Fear of God or Fear of Self
Posted Mar 07, 2013 by Cristina Mendoza in Spirit of Prophecy
I heard someone mention this quote in a sermon recently:
We shall make the apostle’s confession our own. “I know that in me (that is, in my flesh) dwelleth no good thing.” Romans 7:18. “God forbid that I should glory, save in the cross of our Lord Jesus Christ, by whom the world is crucified unto me, and I unto the world.” Galatians 6:14. In harmony with this experience is the command, “Work out your own salvation with fear and trembling. For it is God which worketh in you both to will and to do of His good pleasure.” Philippians 2:12, 13. God does not bid you fear that He will fail to fulfill His promises, that His patience will weary, or His compassion be found wanting. Fear lest your will shall not be held in subjection to Christ’s will, lest your hereditary and cultivated traits of character shall control your life. “It is God which worketh in you both to will and to do of His good pleasure.” Fear lest self shall interpose between your soul and the great Master Worker. Fear lest self-will shall mar the high purpose that through you God desires to accomplish. Fear to trust to your own strength, fear to withdraw your hand from the hand of Christ and attempt to walk life’s pathway without His abiding presence. Chris Object Lessons, p. 161
It reminds me of this other quote that a friend sent me a few weeks ago; it tells me that walking the pathway alone is trusting in my own merits and that is something I must fear.

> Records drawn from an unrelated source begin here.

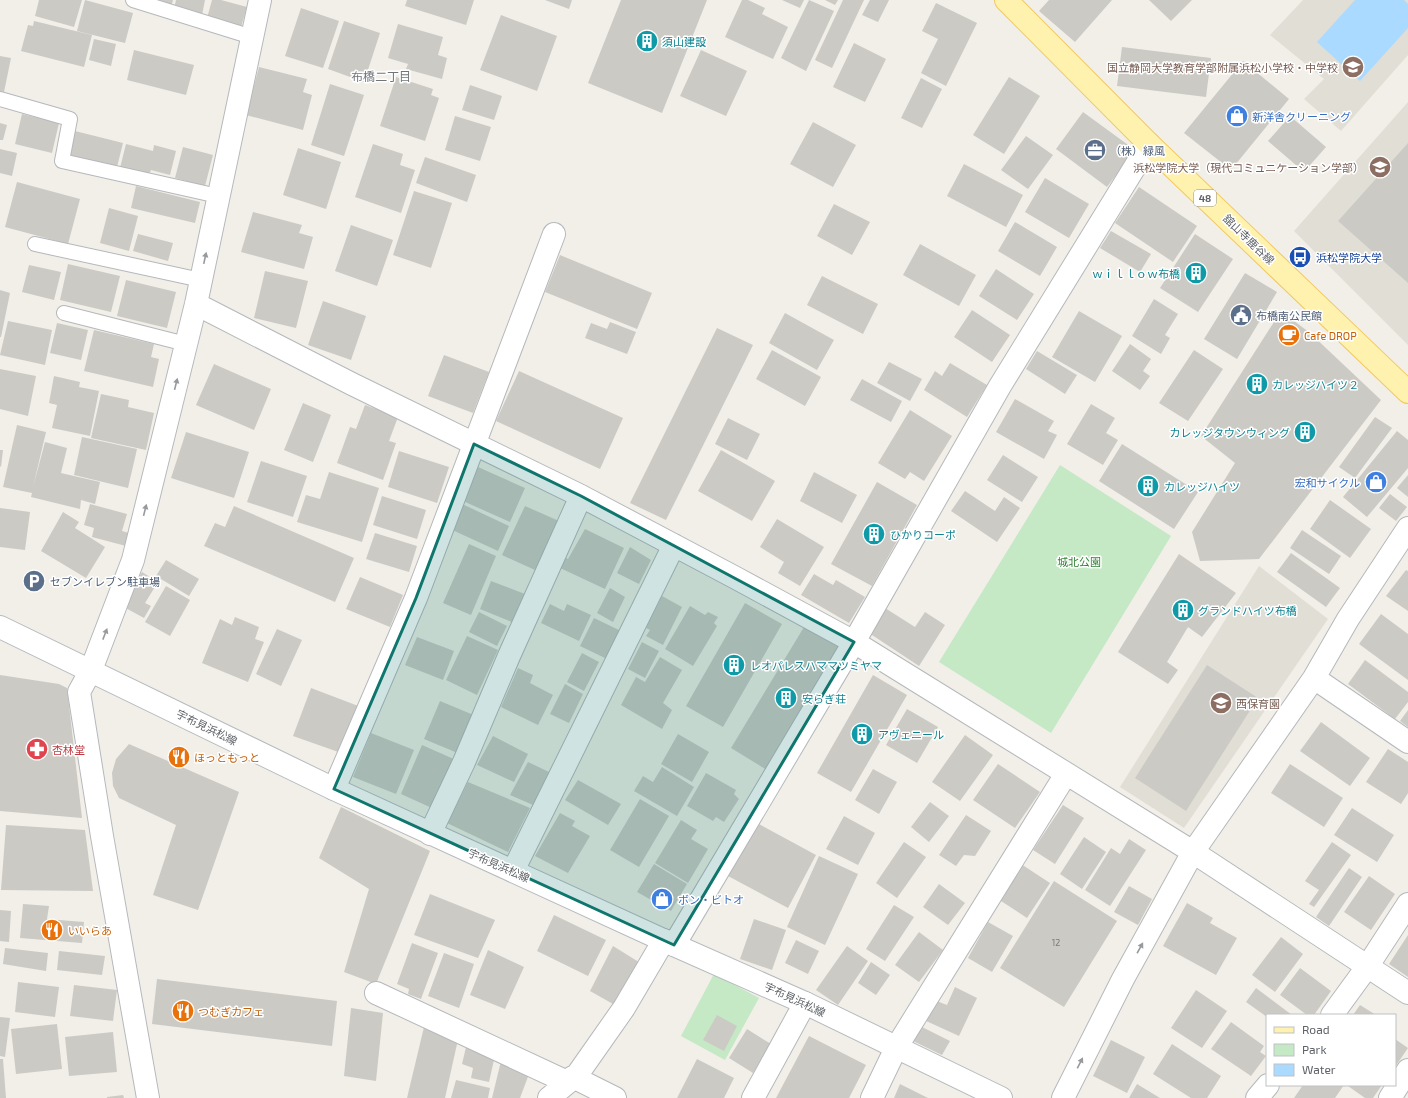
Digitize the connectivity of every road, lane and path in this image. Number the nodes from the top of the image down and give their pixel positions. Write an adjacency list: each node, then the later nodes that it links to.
1 (133, 0): 4 (lane)
2 (260, 0): 4 (street)
3 (1006, 0): 6 (main road, 舘山寺鹿谷線 / 48)
4 (252, 37): 7 (street)
5 (0, 100): 7 (lane)
6 (1149, 144): 14 (main road, 舘山寺鹿谷線 / 48); 20 (street)
7 (218, 196): 10 (street, one-way to 7)
8 (554, 234): 15 (street)
9 (35, 244): 10 (lane)
10 (200, 280): 11 (street)
11 (196, 304): 13 (street); 15 (street)
12 (64, 313): 13 (lane)
13 (186, 344): 21 (street, one-way to 13)
14 (1408, 392)
15 (474, 444): 16 (street); 25 (street)
16 (581, 496): 18 (street); 26 (street)
17 (1408, 528): 22 (street)
18 (674, 544): 20 (street); 28 (street)
19 (0, 627): 21 (street, 宇布見浜松線)
20 (854, 642): 24 (street); 30 (street)
21 (91, 670): 25 (street, 宇布見浜松線); 40 (street)
22 (1314, 678): 23 (street); 27 (street)
23 (1408, 742)
24 (1066, 774): 27 (street); 36 (street)
25 (334, 789): 26 (street, 宇布見浜松線)
26 (430, 834): 28 (street, 宇布見浜松線)
27 (1193, 852): 31 (street); 46 (street, one-way to 27)
28 (513, 871): 30 (street, 宇布見浜松線)
29 (1408, 904): 31 (street)
30 (669, 943): 34 (street, 宇布見浜松線); 38 (street)
31 (1367, 967): 32 (street); 35 (street)
32 (1408, 993)
33 (376, 994): 38 (street)
34 (805, 1003): 36 (street, 宇布見浜松線); 43 (street)
35 (1333, 1014)
36 (896, 1048): 44 (street); 45 (street, 宇布見浜松線)
37 (1408, 1070): 48 (street)
38 (570, 1080): 41 (street); 42 (street)
39 (1267, 1086): 47 (street)
40 (148, 1098)
41 (549, 1098)
42 (615, 1098)
43 (753, 1098)
44 (872, 1098)
45 (1001, 1098)
46 (1062, 1098)
47 (1257, 1098)
48 (1390, 1098)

Discussions may be entered into by mortals strenuously advocating creature merit, and each man striving for the supremacy, but they simply do not know that all the time, in principle and character, they are misrepresenting the truth as it is in Jesus. They are in a fog of bewilderment. They need the divine love of God which is represented by gold tried in the fire; they need the white raiment of Christ’s pure character; and they need the heavenly eyesalve that they might discern with astonishment the utter worthlessness of creature merit to earn the wages of eternal life. There may be a fervor of labor and an intense affection, high and noble achievement of intellect, a breadth of understanding, and the humblest self-abasement, laid at the feet of our Redeemer; but there is not one jot more than the grace and talent first given of God. There must be nothing less given than duty prescribes, and there cannot be one jot more given than they have first received; and all must be laid upon the fire of Christ’s righteousness to cleanse it from its earthly odor before it rises in a cloud of fragrant incense to the great Jehovah and is accepted as a sweet savor.
I ask, How can I present this matter as it is? The Lord Jesus imparts all the powers, all the grace, all the penitence, all the inclination, all the pardon of sins, in presenting His righteousness for man to grasp by living faith—which is also the gift of God. If you would gather together everything that is good and holy and noble and lovely in man and then present the subject to the angels of God as acting a part in the salvation of the human soul or in merit, the proposition would be rejected as treason. Standing in the presence of their Creator and looking upon the unsurpassed glory which enshrouds His person, they are looking upon the Lamb of God given from the foundation of the world to a life of humiliation, to be rejected of sinful men, to be despised, to be crucified. Who can measure the infinity of the sacrifice! Faith and Works, p. 21-24.